*** Provided records ***
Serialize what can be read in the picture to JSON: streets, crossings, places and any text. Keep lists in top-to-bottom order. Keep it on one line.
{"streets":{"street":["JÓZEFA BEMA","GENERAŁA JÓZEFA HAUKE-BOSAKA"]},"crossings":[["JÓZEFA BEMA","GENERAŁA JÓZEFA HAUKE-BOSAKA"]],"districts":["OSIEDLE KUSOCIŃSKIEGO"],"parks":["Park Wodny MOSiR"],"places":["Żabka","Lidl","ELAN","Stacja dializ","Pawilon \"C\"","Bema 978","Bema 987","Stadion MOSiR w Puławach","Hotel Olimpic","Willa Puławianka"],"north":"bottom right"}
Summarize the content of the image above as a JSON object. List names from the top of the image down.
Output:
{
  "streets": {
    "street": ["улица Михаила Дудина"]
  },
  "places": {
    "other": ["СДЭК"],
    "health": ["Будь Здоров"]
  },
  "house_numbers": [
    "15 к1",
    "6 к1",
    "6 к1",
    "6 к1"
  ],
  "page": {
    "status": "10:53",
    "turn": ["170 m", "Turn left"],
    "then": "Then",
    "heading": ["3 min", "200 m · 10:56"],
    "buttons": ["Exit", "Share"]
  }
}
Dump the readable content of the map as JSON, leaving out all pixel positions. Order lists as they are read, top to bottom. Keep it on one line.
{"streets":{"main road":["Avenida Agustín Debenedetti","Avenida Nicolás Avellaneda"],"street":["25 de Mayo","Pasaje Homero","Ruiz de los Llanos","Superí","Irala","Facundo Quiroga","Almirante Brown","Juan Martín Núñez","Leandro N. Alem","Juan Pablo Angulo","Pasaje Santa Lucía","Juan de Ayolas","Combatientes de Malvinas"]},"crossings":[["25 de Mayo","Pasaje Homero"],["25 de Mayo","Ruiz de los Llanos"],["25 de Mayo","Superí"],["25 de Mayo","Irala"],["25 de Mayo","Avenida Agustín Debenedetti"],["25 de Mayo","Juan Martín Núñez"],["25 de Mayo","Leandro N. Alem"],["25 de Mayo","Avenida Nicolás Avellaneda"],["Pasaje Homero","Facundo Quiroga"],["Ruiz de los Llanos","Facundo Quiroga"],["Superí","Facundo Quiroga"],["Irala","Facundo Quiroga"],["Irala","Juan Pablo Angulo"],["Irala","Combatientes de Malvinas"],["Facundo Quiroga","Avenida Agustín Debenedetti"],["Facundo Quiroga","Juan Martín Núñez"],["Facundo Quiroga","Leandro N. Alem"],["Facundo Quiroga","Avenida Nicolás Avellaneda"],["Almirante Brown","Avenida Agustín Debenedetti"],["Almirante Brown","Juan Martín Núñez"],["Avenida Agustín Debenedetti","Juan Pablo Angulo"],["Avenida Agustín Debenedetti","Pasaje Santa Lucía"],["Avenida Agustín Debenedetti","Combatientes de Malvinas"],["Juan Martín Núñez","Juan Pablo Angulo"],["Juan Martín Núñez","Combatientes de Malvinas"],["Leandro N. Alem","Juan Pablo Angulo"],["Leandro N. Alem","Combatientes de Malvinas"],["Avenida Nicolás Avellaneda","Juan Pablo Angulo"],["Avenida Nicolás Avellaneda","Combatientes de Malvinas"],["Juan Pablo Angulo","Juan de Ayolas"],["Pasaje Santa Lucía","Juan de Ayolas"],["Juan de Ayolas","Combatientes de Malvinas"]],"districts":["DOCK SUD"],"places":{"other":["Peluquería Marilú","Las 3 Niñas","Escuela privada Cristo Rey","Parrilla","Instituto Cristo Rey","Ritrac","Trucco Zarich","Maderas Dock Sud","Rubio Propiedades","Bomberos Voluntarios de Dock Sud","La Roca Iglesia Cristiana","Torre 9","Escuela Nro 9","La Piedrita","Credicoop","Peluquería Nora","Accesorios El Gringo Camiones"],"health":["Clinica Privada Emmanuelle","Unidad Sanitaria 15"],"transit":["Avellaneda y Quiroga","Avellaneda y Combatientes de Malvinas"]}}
***
> Assignment:
Set every entry down verbatim.

> Your response:
Serialize what can be read in the picture to JSON: streets, crossings, places and any text. Keep lists in top-to-bottom order. Keep it on one line.
{"streets":{"street":["JÓZEFA BEMA","GENERAŁA JÓZEFA HAUKE-BOSAKA"]},"crossings":[["JÓZEFA BEMA","GENERAŁA JÓZEFA HAUKE-BOSAKA"]],"districts":["OSIEDLE KUSOCIŃSKIEGO"],"parks":["Park Wodny MOSiR"],"places":["Żabka","Lidl","ELAN","Stacja dializ","Pawilon \"C\"","Bema 978","Bema 987","Stadion MOSiR w Puławach","Hotel Olimpic","Willa Puławianka"],"north":"bottom right"}
Summarize the content of the image above as a JSON object. List names from the top of the image down.
Output:
{
  "streets": {
    "street": ["улица Михаила Дудина"]
  },
  "places": {
    "other": ["СДЭК"],
    "health": ["Будь Здоров"]
  },
  "house_numbers": [
    "15 к1",
    "6 к1",
    "6 к1",
    "6 к1"
  ],
  "page": {
    "status": "10:53",
    "turn": ["170 m", "Turn left"],
    "then": "Then",
    "heading": ["3 min", "200 m · 10:56"],
    "buttons": ["Exit", "Share"]
  }
}
Dump the readable content of the map as JSON, leaving out all pixel positions. Order lists as they are read, top to bottom. Keep it on one line.
{"streets":{"main road":["Avenida Agustín Debenedetti","Avenida Nicolás Avellaneda"],"street":["25 de Mayo","Pasaje Homero","Ruiz de los Llanos","Superí","Irala","Facundo Quiroga","Almirante Brown","Juan Martín Núñez","Leandro N. Alem","Juan Pablo Angulo","Pasaje Santa Lucía","Juan de Ayolas","Combatientes de Malvinas"]},"crossings":[["25 de Mayo","Pasaje Homero"],["25 de Mayo","Ruiz de los Llanos"],["25 de Mayo","Superí"],["25 de Mayo","Irala"],["25 de Mayo","Avenida Agustín Debenedetti"],["25 de Mayo","Juan Martín Núñez"],["25 de Mayo","Leandro N. Alem"],["25 de Mayo","Avenida Nicolás Avellaneda"],["Pasaje Homero","Facundo Quiroga"],["Ruiz de los Llanos","Facundo Quiroga"],["Superí","Facundo Quiroga"],["Irala","Facundo Quiroga"],["Irala","Juan Pablo Angulo"],["Irala","Combatientes de Malvinas"],["Facundo Quiroga","Avenida Agustín Debenedetti"],["Facundo Quiroga","Juan Martín Núñez"],["Facundo Quiroga","Leandro N. Alem"],["Facundo Quiroga","Avenida Nicolás Avellaneda"],["Almirante Brown","Avenida Agustín Debenedetti"],["Almirante Brown","Juan Martín Núñez"],["Avenida Agustín Debenedetti","Juan Pablo Angulo"],["Avenida Agustín Debenedetti","Pasaje Santa Lucía"],["Avenida Agustín Debenedetti","Combatientes de Malvinas"],["Juan Martín Núñez","Juan Pablo Angulo"],["Juan Martín Núñez","Combatientes de Malvinas"],["Leandro N. Alem","Juan Pablo Angulo"],["Leandro N. Alem","Combatientes de Malvinas"],["Avenida Nicolás Avellaneda","Juan Pablo Angulo"],["Avenida Nicolás Avellaneda","Combatientes de Malvinas"],["Juan Pablo Angulo","Juan de Ayolas"],["Pasaje Santa Lucía","Juan de Ayolas"],["Juan de Ayolas","Combatientes de Malvinas"]],"districts":["DOCK SUD"],"places":{"other":["Peluquería Marilú","Las 3 Niñas","Escuela privada Cristo Rey","Parrilla","Instituto Cristo Rey","Ritrac","Trucco Zarich","Maderas Dock Sud","Rubio Propiedades","Bomberos Voluntarios de Dock Sud","La Roca Iglesia Cristiana","Torre 9","Escuela Nro 9","La Piedrita","Credicoop","Peluquería Nora","Accesorios El Gringo Camiones"],"health":["Clinica Privada Emmanuelle","Unidad Sanitaria 15"],"transit":["Avellaneda y Quiroga","Avellaneda y Combatientes de Malvinas"]}}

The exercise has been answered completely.